Week of the Tenth Sunday after Pentecost
Dear Friends in Christ:
One of my parental goals when Nathan spends the better part of the summers with me in Arlington is to provide meaningful experiences of what our area has to offer. Visiting Smithsonian museums, naturally, tops the list. But this summer, I had the additional goal of seeking to cultivate in my child a spirit of volunteerism in offering community service. Thus, we reached out to Arlington Food Assistance Center (AFAC) to see if we could volunteer once a week in their program to feed the hungry and food insecure in our community. I am told that Resurrection Church was among the organizations that was instrumental in AFAC’s founding in 1988. We as a congregation have financially supported AFAC ever since, even as we have also provided regular in-kind donations of food items which we collect now every two weeks.
So it is that Nathan and I have journeyed to AFAC’s headquarters in south Arlington each week for 90 minutes of flesh-time volunteering. One day, we bagged servings of dry beans. On another occasion, it was transferring onions from 50-pound bags into smaller bags that contained a few onions for family use. On still another day, it was going through crates of sweet corn to place into smaller bags a few ears of corn for families in need. All healthy, wholesome, fresh food options.
I likened our efforts to the factory work that I briefly did as a temporary worker at the time AFAC was founded in 1988 when I was waiting for a congregational call as a freshly graduated seminarian approved for ordination. The factory-style work was physically rigorous for Nathan and for me. Our efforts were made all the more challenging because the manual dexterity needed to get the jobs done efficiently was hampered by the requirement, for hygiene reasons, of wearing gloves. This was honest labor, evoking in me a sense of thankfulness that I am privileged to have the kind of job that I do, and that I do not have to do physical labor eight hours a day every working day. Accompanying my appreciation for my spiritual vocation has also been thankfulness for the many people who do in fact do this kind of work that keeps us all fed.
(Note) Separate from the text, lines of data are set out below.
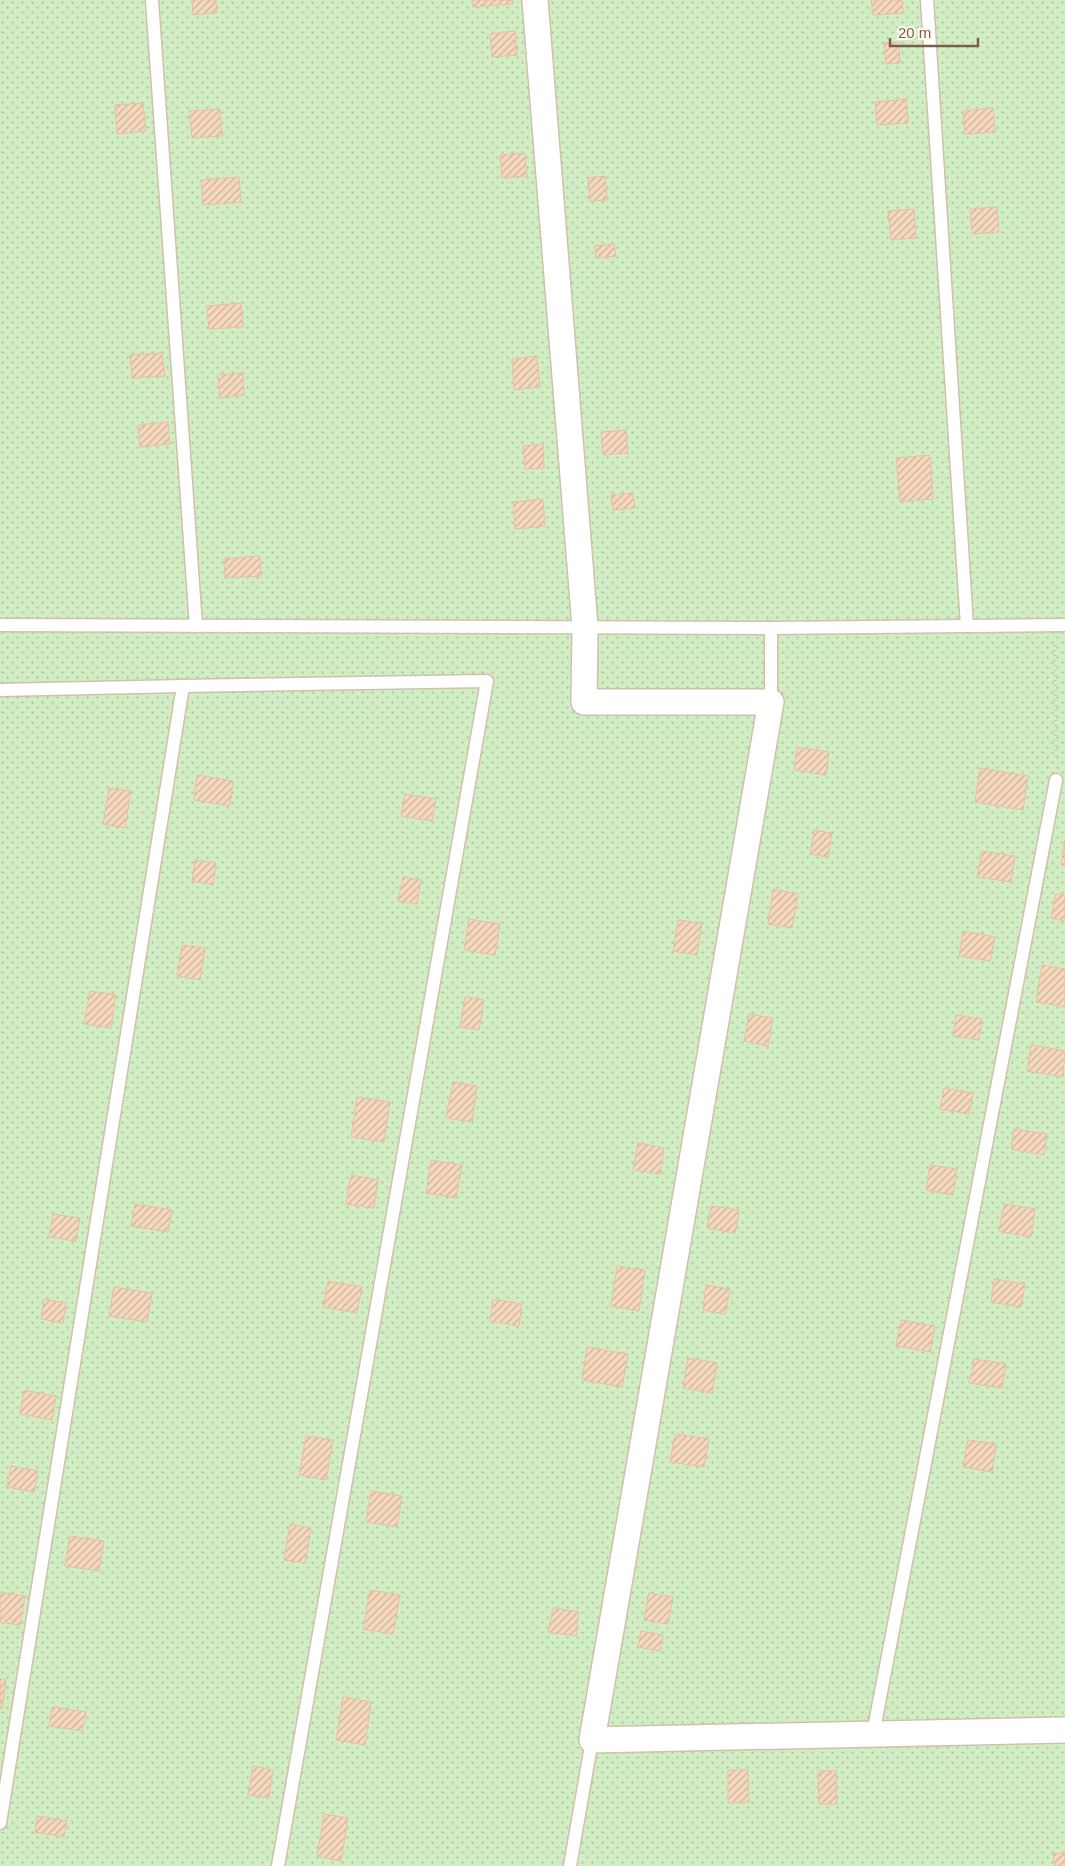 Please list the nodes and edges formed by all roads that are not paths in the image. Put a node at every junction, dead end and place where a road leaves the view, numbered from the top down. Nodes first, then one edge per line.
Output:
1 (152, 0) edge
2 (535, 0) edge
3 (927, 0) edge
4 (1060, 625) edge
5 (0, 626) edge
6 (196, 626) junction
7 (968, 626) junction
8 (584, 627) junction
9 (771, 628) junction
10 (184, 686) junction
11 (0, 690) edge
12 (771, 702) junction
13 (1056, 780) road end
14 (1065, 1730) edge
15 (873, 1734) junction
16 (592, 1740) junction
17 (0, 1824) edge
18 (278, 1866) edge
19 (570, 1866) edge

1 - 6 lane
2 - 8 street
3 - 7 lane
4 - 7 lane
5 - 6 lane
6 - 8 lane
7 - 9 lane
8 - 9 lane
8 - 12 street
9 - 12 lane
10 - 11 lane
10 - 17 lane
10 - 18 lane
12 - 16 street
13 - 15 lane
14 - 15 street
15 - 16 street
16 - 19 lane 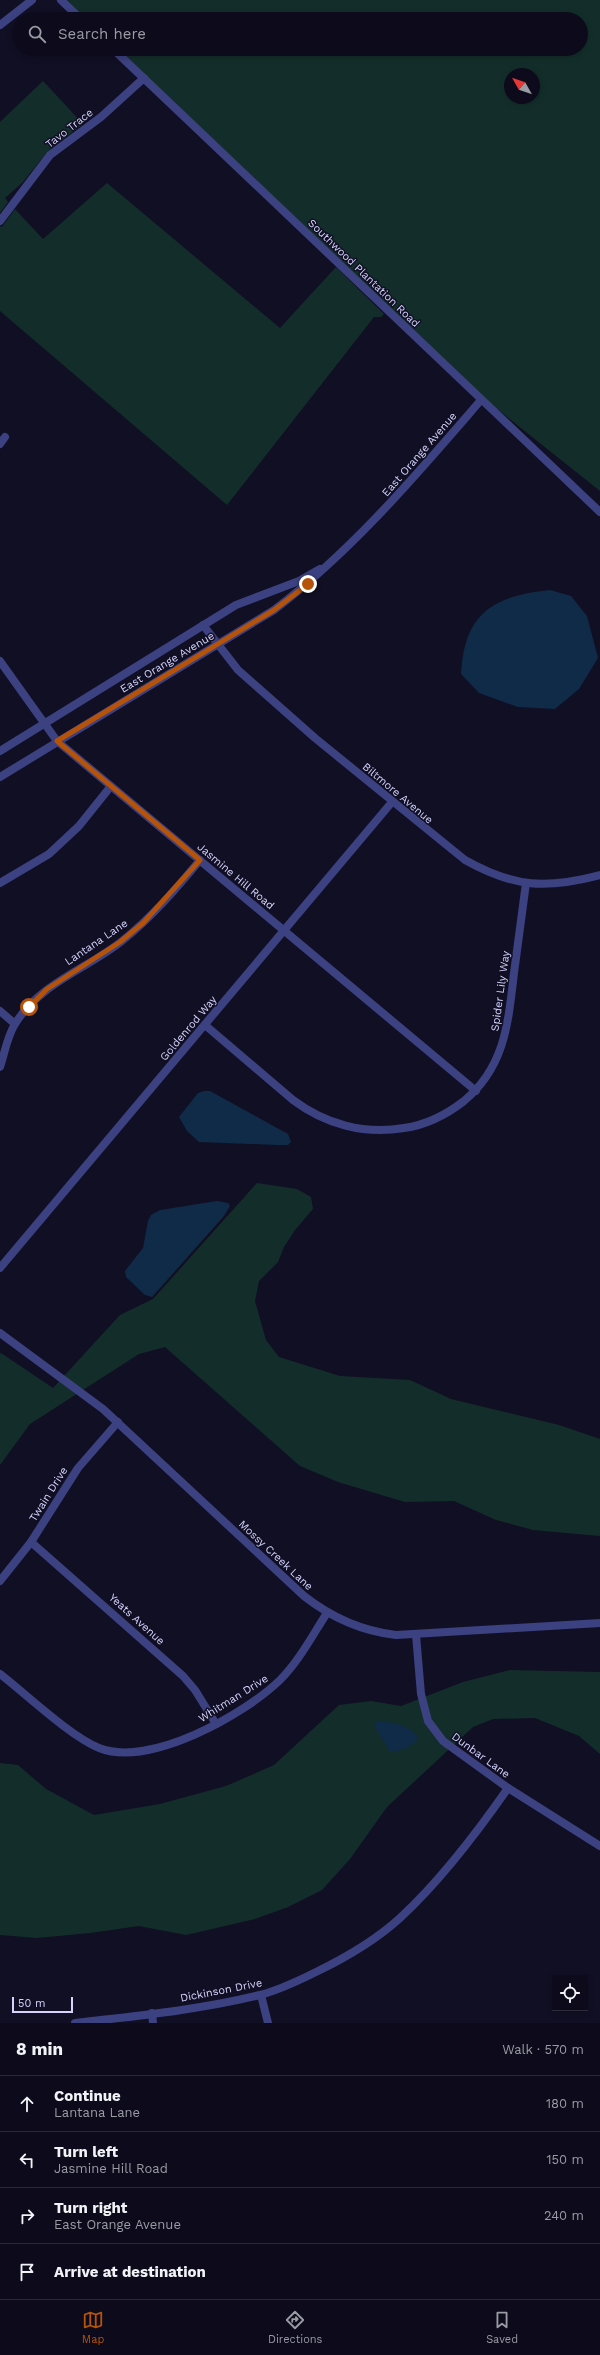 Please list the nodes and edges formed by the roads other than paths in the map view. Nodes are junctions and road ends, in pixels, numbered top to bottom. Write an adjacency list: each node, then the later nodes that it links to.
1 (32, 0): 3 (street)
2 (61, 0): 4 (street)
3 (17, 12)
4 (74, 12)
5 (12, 16): 6 (street)
6 (0, 25)
7 (120, 56): 8 (street, Southwood Plantation Road)
8 (144, 78): 9 (street, Tavo Trace); 10 (street, Southwood Plantation Road)
9 (0, 221)
10 (481, 400): 11 (street, Southwood Plantation Road); 12 (street, East Orange Avenue)
11 (600, 512)
12 (339, 557): 13 (street, East Orange Avenue); 14 (street, East Orange Avenue)
13 (203, 625): 14 (street, Biltmore Avenue); 16 (street, East Orange Avenue)
14 (217, 644): 17 (street, East Orange Avenue); 21 (street, Biltmore Avenue)
15 (0, 661): 16 (street, Jasmine Hill Road)
16 (43, 723): 17 (street, Jasmine Hill Road); 18 (street, East Orange Avenue)
17 (57, 741): 19 (street, East Orange Avenue); 20 (street, Jasmine Hill Road)
18 (0, 750)
19 (0, 777)
20 (110, 786): 22 (street, Jasmine Hill Road); 24 (street)
21 (392, 802): 25 (street, Biltmore Avenue); 26 (street, Goldenrod Way)
22 (200, 860): 26 (street, Jasmine Hill Road); 28 (street, Lantana Lane)
23 (600, 875): 25 (street, Biltmore Avenue)
24 (0, 883)
25 (526, 883): 31 (street, Spider Lily Way)
26 (284, 931): 29 (street, Goldenrod Way); 31 (street, Jasmine Hill Road)
27 (0, 1011): 28 (street)
28 (15, 1024): 30 (street, Lantana Lane)
29 (205, 1025): 31 (street, Spider Lily Way); 32 (street, Goldenrod Way)
30 (0, 1067)
31 (476, 1091)
32 (0, 1268)
33 (0, 1333): 34 (street, Mossy Creek Lane)
34 (118, 1422): 35 (street, Twain Drive); 37 (street, Mossy Creek Lane)
35 (31, 1542): 36 (street, Twain Drive); 41 (street, Yeats Avenue)
36 (0, 1581)
37 (327, 1613): 39 (street, Mossy Creek Lane); 41 (street, Whitman Drive)
38 (600, 1623): 39 (street, Mossy Creek Lane)
39 (416, 1635): 42 (street, Dunbar Lane)
40 (0, 1674): 41 (street, Whitman Drive)
41 (216, 1724)
42 (508, 1788): 43 (street, Dunbar Lane); 44 (street, Dickinson Drive)
43 (600, 1846)
44 (261, 1995): 45 (street, Dickinson Drive); 48 (street)
45 (152, 2013): 46 (street, Dickinson Drive); 47 (street)
46 (74, 2023)
47 (154, 2023)
48 (268, 2023)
Nathan and I were among a cadre of volunteers and staff members from many walks of life. Some volunteers were retirees meaningfully giving back to society time and energy. Some were likely people in the criminal justice system required to do community service. Others were college students doing community-oriented work on summer break. But there we were together in shared effort, motivated variously, to benefit those in need in our community. These were lovely occasions of togetherness, even if we did not have a chance to really get to know each other because we were focused on our volunteer efforts.
If you’ve not had a chance to visit the AFAC headquarters just off South Four Mile Run Drive in Arlington, I encourage you to pay a visit. It’s a large, clean facility, run efficiently, at least from my vantage point. And they are expanding their square footage in the renovation of an adjacent building for ever expanding social service.
As I’ve observed several times previously in my writing, teaching and preaching, I am heartened that a hallmark of our congregation’s ministry and mission is its commitment to financially support local organizations like AFAC. And as I’ve also said, I am hopeful that we as a congregation can grow in our capacities to put “flesh in the game,” as it were, with incarnate, in-person donations of time and talents to these same and other community organizations.
I pray that I have planted a seed of volunteerism in my child through this summer activity at AFAC. For when we offer ourselves in person, inspired by the generosity of our gracious God, we offer the world ongoing expressions of the divine word still being made flesh in diakonia, in service, extending in incarnate ways God’s love and mercy in Christ Jesus for the world’s most vulnerable people in need.